Вертикальная линия подходит с использованием полифита

Это просто основной вопрос. Я использую линии для разброса точек с помощью polyfit. У меня есть некоторые случаи, когда мои точки разброса имеют одинаковые значения X и polyfit не могут соответствовать строкам. Должно быть что-то, что может справиться с этой ситуацией. В конце концов, его просто линия подходит.

Я могу попробовать заменить X и Y, а затем на строку. Любой более простой метод, потому что у меня есть множество наборов точек разброса и вы хотите, чтобы общий метод проверял линии.

Основная цель - найти хорошие линии и отказаться от нелинейных функций.

4b9b3361

Ответ 1

Прежде всего, это происходит из-за метода подгонки, который вы используете. При выполнении polyfit вы используете метод наименьших квадратов на расстоянии Y от линии.


(источник: une.edu.au)

Очевидно, это не будет работать для вертикальных линий. Кстати, даже если у вас что-то близко к вертикальным линиям, вы можете получить численно нестабильные результаты.

Есть 2 решения:

  1. Поменяйте местами x и y, как вы сказали, если вы знаете, что линия почти вертикальная. Затем вычислите обратную линейную функцию.
  2. Используйте наименьшие квадраты на перпендикулярном расстоянии от линии, а не по вертикали (см. изображение ниже) (более подробное объяснение в здесь)
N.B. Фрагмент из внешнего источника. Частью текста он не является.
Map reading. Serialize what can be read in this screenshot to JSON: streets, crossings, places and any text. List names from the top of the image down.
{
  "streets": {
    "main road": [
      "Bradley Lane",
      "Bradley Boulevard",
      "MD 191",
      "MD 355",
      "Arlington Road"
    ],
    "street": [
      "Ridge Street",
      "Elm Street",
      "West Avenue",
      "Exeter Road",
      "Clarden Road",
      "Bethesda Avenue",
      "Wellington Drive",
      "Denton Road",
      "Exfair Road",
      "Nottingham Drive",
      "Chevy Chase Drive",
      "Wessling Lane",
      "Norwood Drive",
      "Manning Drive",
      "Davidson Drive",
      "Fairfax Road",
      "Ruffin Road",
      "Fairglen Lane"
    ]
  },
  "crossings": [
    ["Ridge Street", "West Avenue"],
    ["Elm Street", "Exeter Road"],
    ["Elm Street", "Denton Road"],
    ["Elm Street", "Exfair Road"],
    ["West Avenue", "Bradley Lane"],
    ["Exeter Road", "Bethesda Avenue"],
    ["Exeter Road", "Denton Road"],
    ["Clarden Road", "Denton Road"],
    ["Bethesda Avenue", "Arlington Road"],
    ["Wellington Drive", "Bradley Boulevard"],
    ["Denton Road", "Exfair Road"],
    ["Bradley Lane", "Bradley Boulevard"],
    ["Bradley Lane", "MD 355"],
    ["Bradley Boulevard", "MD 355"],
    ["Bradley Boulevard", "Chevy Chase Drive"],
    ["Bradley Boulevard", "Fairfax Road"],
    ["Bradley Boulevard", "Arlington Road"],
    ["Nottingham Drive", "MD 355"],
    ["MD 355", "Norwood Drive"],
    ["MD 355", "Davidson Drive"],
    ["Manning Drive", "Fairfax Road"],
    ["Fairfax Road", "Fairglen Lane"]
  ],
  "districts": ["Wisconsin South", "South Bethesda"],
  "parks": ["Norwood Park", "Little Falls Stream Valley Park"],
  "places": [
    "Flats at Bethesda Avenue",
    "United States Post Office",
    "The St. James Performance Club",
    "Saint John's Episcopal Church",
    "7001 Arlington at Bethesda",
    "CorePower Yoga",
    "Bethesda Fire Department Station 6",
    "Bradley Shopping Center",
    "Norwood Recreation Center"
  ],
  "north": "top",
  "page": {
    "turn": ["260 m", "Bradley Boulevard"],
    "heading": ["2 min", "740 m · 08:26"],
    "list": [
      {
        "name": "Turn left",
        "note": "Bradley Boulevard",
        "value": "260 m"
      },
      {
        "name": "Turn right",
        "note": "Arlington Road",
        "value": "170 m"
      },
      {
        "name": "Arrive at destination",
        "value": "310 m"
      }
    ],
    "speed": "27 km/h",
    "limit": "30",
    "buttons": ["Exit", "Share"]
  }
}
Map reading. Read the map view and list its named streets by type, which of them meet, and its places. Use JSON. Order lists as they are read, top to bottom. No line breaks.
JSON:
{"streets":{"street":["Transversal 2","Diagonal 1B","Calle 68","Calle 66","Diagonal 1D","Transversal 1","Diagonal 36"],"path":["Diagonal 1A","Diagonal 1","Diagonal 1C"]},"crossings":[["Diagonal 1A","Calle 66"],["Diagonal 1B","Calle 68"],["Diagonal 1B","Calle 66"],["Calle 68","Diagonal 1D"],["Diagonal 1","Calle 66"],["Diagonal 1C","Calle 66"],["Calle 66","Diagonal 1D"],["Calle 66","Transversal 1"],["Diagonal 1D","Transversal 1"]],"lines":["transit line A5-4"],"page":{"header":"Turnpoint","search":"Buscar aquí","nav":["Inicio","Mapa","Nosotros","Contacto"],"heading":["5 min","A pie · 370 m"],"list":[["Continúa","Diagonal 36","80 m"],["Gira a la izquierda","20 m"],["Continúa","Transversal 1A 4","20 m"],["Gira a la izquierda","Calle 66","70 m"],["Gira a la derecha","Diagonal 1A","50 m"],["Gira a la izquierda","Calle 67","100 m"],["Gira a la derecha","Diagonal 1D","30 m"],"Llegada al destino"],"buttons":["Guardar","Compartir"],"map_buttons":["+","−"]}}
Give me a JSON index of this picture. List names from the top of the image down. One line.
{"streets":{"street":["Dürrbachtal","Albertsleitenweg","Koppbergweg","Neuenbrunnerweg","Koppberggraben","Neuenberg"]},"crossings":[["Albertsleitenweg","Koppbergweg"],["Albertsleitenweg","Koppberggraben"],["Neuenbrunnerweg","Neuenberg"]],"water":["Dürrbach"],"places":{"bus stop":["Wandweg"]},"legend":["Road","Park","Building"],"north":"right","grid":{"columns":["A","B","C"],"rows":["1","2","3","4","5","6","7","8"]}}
(из MathWorld - веб-ресурс Wolfram: wolfram.com)

Ответ 2

Polyfit использует линейную обычную аппроксимацию наименьших квадратов и не допускает повторной абсциссы, поскольку результирующая матрица Вандермонда будет ранга недостаточной. Я бы предложил попытаться найти нечто более статистическое. Если вы хотите исследовать метод Андрея, это обычно происходит по именам Всего наименьших квадратов или ортогональной дистанционной регрессии http://en.wikipedia.org/wiki/Total_least_squares

Я бы предположительно также предложил возможность обнаружения, когда у вас есть одновременные значения x, затем вращение ваших данных о происхождении, установка линии, а затем преобразование линии назад. Я не мог сказать, насколько это будет плохо, и только вы могли бы решить, был ли это вариант, основанный на ваших требованиях к точности.